The agreements are subject to the satisfactory completion of the Company's
due diligence and transition planning. The Company currently anticipates that
the Company's due diligence will be completed during the third quarter of 1998
and that the agreements will be effective and that the asset purchases will
begin to be consummated soon thereafter.
Note 9. Stockholders' Equity
Allegheny Teledyne paid a cash dividend of $0.16 per common share in each of
the 1998 and 1997 first and second quarters. OREMET did not pay any dividends
during these quarters.
On March 12, 1998, the Company's Board of Directors unanimously adopted a
stockholder rights plan under which preferred share purchase rights were
distributed as a dividend on shares of Allegheny Teledyne common stock.
The rights will be exercisable only if a person or group acquires 15 percent
or more of the Company's common stock or announces a tender offer, the
consummation of which would result in ownership by a person or group of 15
percent or more of the common stock. Each right will entitle stockholders to buy
one one-hundredth of a share of a new series of junior participating preferred
stock at an exercise price of $100.
The dividend distribution was made on March 23, 1998, payable to
stockholders of record on that date. The rights will expire on March 12, 2008,
subject to earlier redemption or exchange by Allegheny Teledyne as described in
the plan. The rights distribution is not taxable to stockholders.
11
<PAGE>
Note 10. Commitments and Contingencies
The Company is subject to federal, state and local environmental laws and
regulations which require that it investigate and remediate the effects of the
release or disposal of materials at sites associated with past and present
operations, including sites at which the Company has been identified as a
potentially responsible party under the federal Superfund laws and comparable
state laws. The Company is currently involved in the investigation and
remediation of a number of sites under these laws.

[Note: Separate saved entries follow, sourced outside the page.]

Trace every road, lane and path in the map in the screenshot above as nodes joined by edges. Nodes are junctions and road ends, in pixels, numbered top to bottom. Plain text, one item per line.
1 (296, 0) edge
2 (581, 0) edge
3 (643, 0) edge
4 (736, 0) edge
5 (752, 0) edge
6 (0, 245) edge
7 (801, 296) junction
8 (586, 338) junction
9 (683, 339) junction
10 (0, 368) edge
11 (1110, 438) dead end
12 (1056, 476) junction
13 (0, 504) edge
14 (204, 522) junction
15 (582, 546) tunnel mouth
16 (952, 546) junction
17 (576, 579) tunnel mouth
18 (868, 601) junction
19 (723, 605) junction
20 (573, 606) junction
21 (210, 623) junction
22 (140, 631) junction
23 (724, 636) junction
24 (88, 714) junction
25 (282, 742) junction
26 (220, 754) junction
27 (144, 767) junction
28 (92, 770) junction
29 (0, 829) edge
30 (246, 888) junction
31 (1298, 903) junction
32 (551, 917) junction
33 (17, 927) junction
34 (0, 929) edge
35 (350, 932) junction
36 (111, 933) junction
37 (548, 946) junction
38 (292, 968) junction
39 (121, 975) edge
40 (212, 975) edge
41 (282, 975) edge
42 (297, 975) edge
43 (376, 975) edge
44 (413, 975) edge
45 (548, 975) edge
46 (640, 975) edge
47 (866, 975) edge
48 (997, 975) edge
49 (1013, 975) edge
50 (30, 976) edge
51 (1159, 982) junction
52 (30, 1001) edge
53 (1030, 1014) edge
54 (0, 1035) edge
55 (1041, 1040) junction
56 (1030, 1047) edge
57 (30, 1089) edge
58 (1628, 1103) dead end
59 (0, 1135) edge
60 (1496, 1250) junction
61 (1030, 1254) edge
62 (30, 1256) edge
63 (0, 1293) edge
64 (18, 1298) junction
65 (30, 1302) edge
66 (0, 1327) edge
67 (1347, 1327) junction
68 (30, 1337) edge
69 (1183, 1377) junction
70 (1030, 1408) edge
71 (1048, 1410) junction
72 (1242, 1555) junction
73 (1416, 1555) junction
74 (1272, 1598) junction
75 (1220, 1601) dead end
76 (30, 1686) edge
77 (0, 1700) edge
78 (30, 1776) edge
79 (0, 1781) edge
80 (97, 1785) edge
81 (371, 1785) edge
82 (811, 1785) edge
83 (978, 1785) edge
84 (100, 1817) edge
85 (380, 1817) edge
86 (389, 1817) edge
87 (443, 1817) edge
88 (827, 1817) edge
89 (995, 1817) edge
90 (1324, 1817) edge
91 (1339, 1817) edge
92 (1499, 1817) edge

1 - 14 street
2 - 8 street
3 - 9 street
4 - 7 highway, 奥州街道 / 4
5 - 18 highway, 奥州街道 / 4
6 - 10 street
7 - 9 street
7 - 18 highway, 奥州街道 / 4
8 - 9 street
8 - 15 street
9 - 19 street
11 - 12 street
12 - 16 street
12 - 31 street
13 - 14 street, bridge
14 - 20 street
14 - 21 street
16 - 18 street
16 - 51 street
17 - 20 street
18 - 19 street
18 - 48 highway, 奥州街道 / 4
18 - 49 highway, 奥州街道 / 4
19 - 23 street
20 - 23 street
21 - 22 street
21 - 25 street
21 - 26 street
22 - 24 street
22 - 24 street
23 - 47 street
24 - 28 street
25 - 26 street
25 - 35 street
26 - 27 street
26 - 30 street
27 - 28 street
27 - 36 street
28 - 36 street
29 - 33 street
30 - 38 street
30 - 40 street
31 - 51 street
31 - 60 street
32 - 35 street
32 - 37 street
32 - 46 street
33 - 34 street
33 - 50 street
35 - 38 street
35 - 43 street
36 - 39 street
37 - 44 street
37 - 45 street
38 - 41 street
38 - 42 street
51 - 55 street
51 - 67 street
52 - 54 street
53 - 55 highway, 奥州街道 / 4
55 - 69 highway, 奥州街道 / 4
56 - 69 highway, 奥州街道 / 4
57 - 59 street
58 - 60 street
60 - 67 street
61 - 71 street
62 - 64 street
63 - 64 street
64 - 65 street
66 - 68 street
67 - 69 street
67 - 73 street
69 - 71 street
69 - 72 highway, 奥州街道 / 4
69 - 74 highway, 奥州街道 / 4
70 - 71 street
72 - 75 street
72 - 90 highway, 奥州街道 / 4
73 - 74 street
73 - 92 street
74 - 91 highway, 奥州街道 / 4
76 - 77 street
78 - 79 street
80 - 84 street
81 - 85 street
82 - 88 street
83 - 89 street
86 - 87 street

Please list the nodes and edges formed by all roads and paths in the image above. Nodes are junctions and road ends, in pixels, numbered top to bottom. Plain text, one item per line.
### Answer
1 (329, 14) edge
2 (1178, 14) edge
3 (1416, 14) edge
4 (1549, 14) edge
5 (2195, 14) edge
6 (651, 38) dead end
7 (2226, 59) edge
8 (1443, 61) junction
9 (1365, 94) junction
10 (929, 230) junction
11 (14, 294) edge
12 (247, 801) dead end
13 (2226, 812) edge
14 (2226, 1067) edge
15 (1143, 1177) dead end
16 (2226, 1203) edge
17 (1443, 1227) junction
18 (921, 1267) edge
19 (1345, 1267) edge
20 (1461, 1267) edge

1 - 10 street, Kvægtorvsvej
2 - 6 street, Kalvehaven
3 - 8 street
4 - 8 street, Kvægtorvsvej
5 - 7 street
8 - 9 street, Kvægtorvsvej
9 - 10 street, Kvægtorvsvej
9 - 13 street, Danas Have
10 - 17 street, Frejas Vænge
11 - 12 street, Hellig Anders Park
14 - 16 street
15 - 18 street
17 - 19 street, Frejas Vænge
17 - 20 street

Environmental liabilities are recorded when the Company's liability is
probable and the costs are reasonably estimable. In many cases, however,
investigations are not yet at a stage where the Company has been able to
determine whether it is liable or, if liability is probable, to reasonably
estimate the loss or range of loss, or certain components thereof. Estimates of
the Company's liability are further subject to uncertainties regarding the
nature and extent of site contamination, the range of remediation alternatives
available, evolving remediation standards, imprecise engineering evaluations and
estimates of appropriate cleanup technology, methodology and cost, the extent of
corrective actions that may be required, and the number and financial condition
of other potentially responsible parties, as well as the extent of their
responsibility for the remediation. Accordingly, as investigation and
remediation of these sites proceeds, it is likely that adjustments in the
Company's accruals will be necessary to reflect new information. The amounts of
any such adjustments could have a material adverse effect on the Company's
results of operations in a given period, but the amounts, and the possible range
of loss in excess of amounts accrued, are not reasonably estimable. Based on
currently available information, however, management does not believe future
environmental costs in excess of those accrued with respect to sites with which
the Company has been identified are likely to have a material adverse effect on
the Company's financial condition or liquidity. However, there can be no
assurance that additional future developments, administrative actions or
liabilities relating to environmental matters will not have a material adverse
effect on the Company's financial condition or results of operations.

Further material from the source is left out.